I’ve been trying to work out a trip to New Zealand for a few years now, mainly because it continually pops up on the radar as the Australasian nation with the most interesting craft beer scene – with all due respects to Australia and Japan – and now I have one more reason to want to visit: Renaissance Brewing.
I admit that I was utterly ignorant of Renaissance until a local beer importer last week dropped off a few sample bottles of their beer. Now that I know, however, I’m itching to try more!
My tasting experience began with their Elemental Porter, which reminds me of nothing so much as the Meantime Porter from England, a beer I hold in quite high esteem. Not so much because they taste identical – they do not – but because their inspiration appears to come from a similar source, giving each a gently rounded and mildly sweet character and soothing countenance. In the Renaissance beer I get plummy fruit layered over with cocoa, coffee, vanilla and raisin, all accented with just a hint of smoke and ending in a more roasty, drying finish. All in all, a most pleasant experience and just right for, as the label suggests, “almost anything off the barbeque.”
The next beer, Craftsman Chocolate Oatmeal Stout, proved a bit confounding, as while it had a lovely aroma – luscious, thick chocolaty notes and hints of burnt caramel and smoke – the body seemed curiously thin and uneven, with roast and smoke and notes of chocolate and not a whole lot else, culminating in an almost burnt finish. Insofar as it poured with a sad and fast-disappearing head, while its brewery mates all presented beautifully, I have to wonder if perhaps something was amiss with this particular bottle. (All the more reason to visit New Zealand!)

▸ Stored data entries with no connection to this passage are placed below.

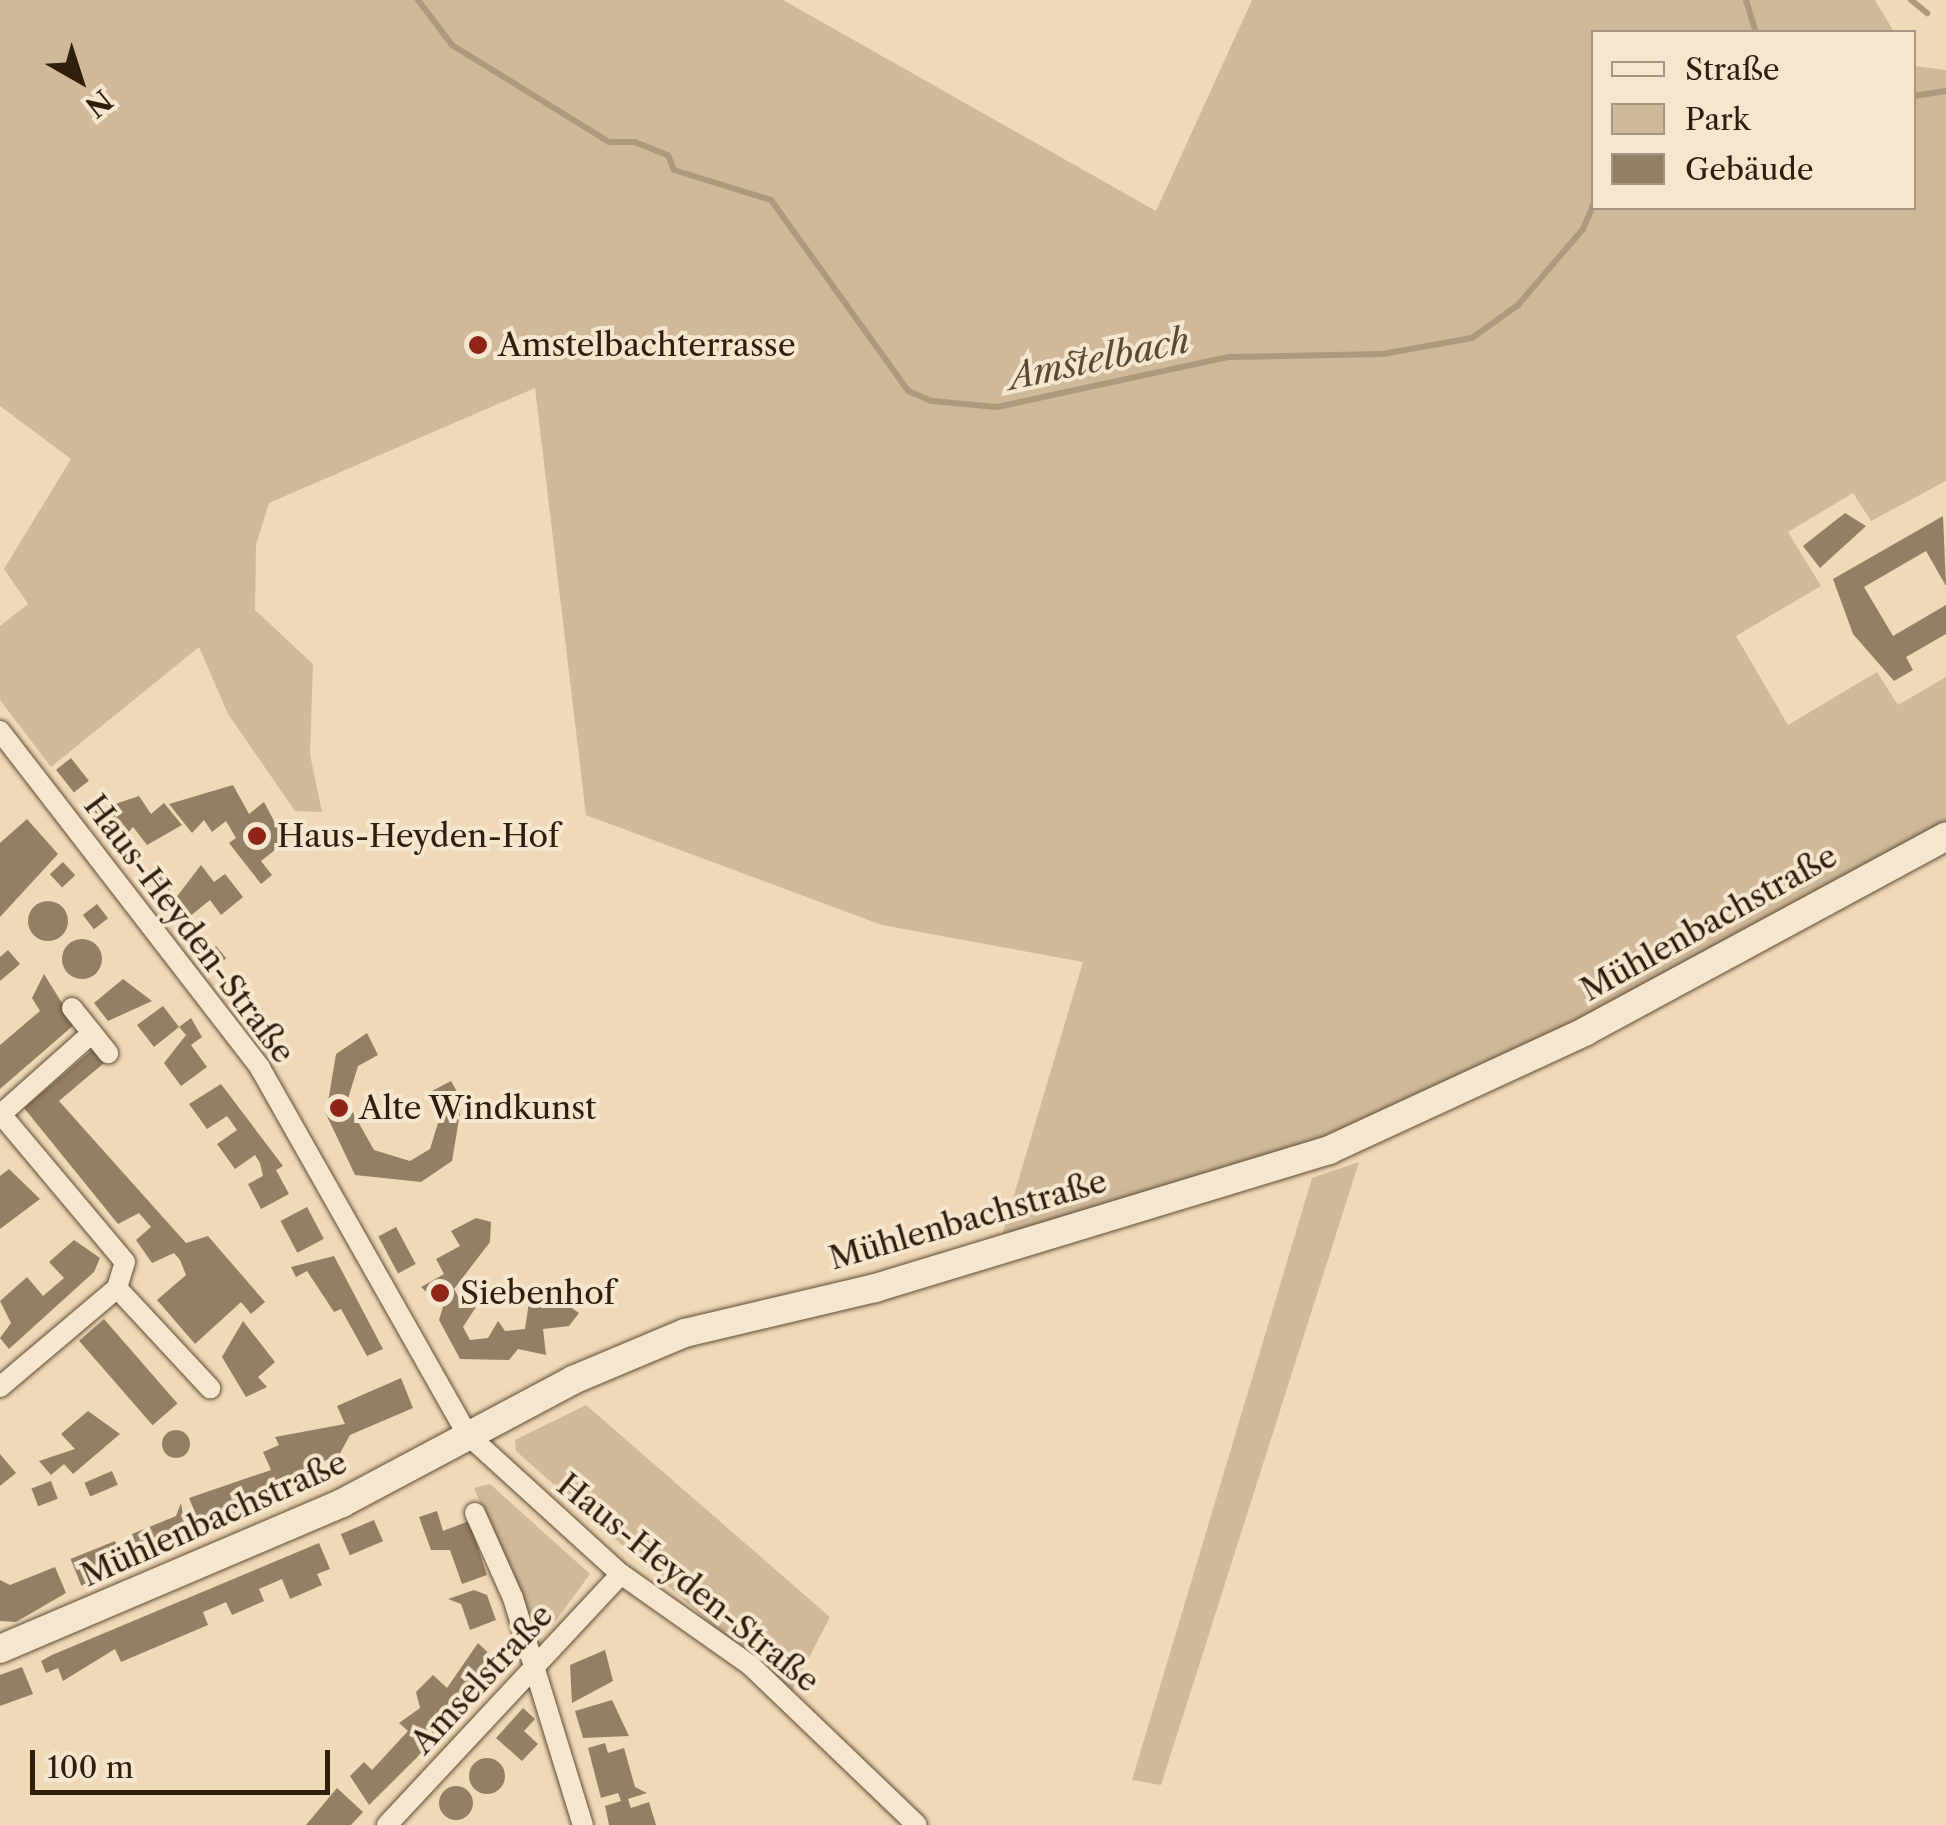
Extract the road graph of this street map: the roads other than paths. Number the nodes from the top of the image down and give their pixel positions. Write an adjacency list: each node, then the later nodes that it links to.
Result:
1 (0, 731): 2 (street, Haus-Heyden-Straße)
2 (7, 756): 11 (street, Haus-Heyden-Straße)
3 (1946, 836): 11 (street, Mühlenbachstraße)
4 (72, 1008): 5 (street)
5 (92, 1034): 6 (street); 7 (street)
6 (108, 1053)
7 (0, 1114): 8 (street)
8 (117, 1288): 9 (street); 10 (street)
9 (4, 1374)
10 (210, 1388)
11 (468, 1434): 13 (street, Haus-Heyden-Straße); 14 (street, Mühlenbachstraße)
12 (475, 1514): 15 (street)
13 (621, 1574): 15 (street, Amselstraße); 18 (street, Haus-Heyden-Straße)
14 (0, 1649)
15 (532, 1666): 16 (street, Amselstraße); 17 (street)
16 (387, 1825)
17 (582, 1825)
18 (917, 1825)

Without knowing it, I had saved the best for last: Stonecutter Scotch Ale. This deep brown delight adds a waft of smokiness to a remarkably complex aroma of caramel, milk chocolate, a bit of smokiness, raisins, black cherries and plums and vanilla – and layers flavour on top of flavour in the body. The start offers stewed fruit with raisin and date accents, before becoming more chocolate-caramelly, roasty and just a wee bit coffee-ish, all ending is a very pleasant, lingering finish with roast, sweet malt, drying hop and alcohol in terrific harmony. At 7% alcohol and with a cellar temperature chill to it, the Stonecutter is an ale I could enjoy on the conclusion of any day, cheering me on the bad ones and adding a welcome exclamation point to the good ones!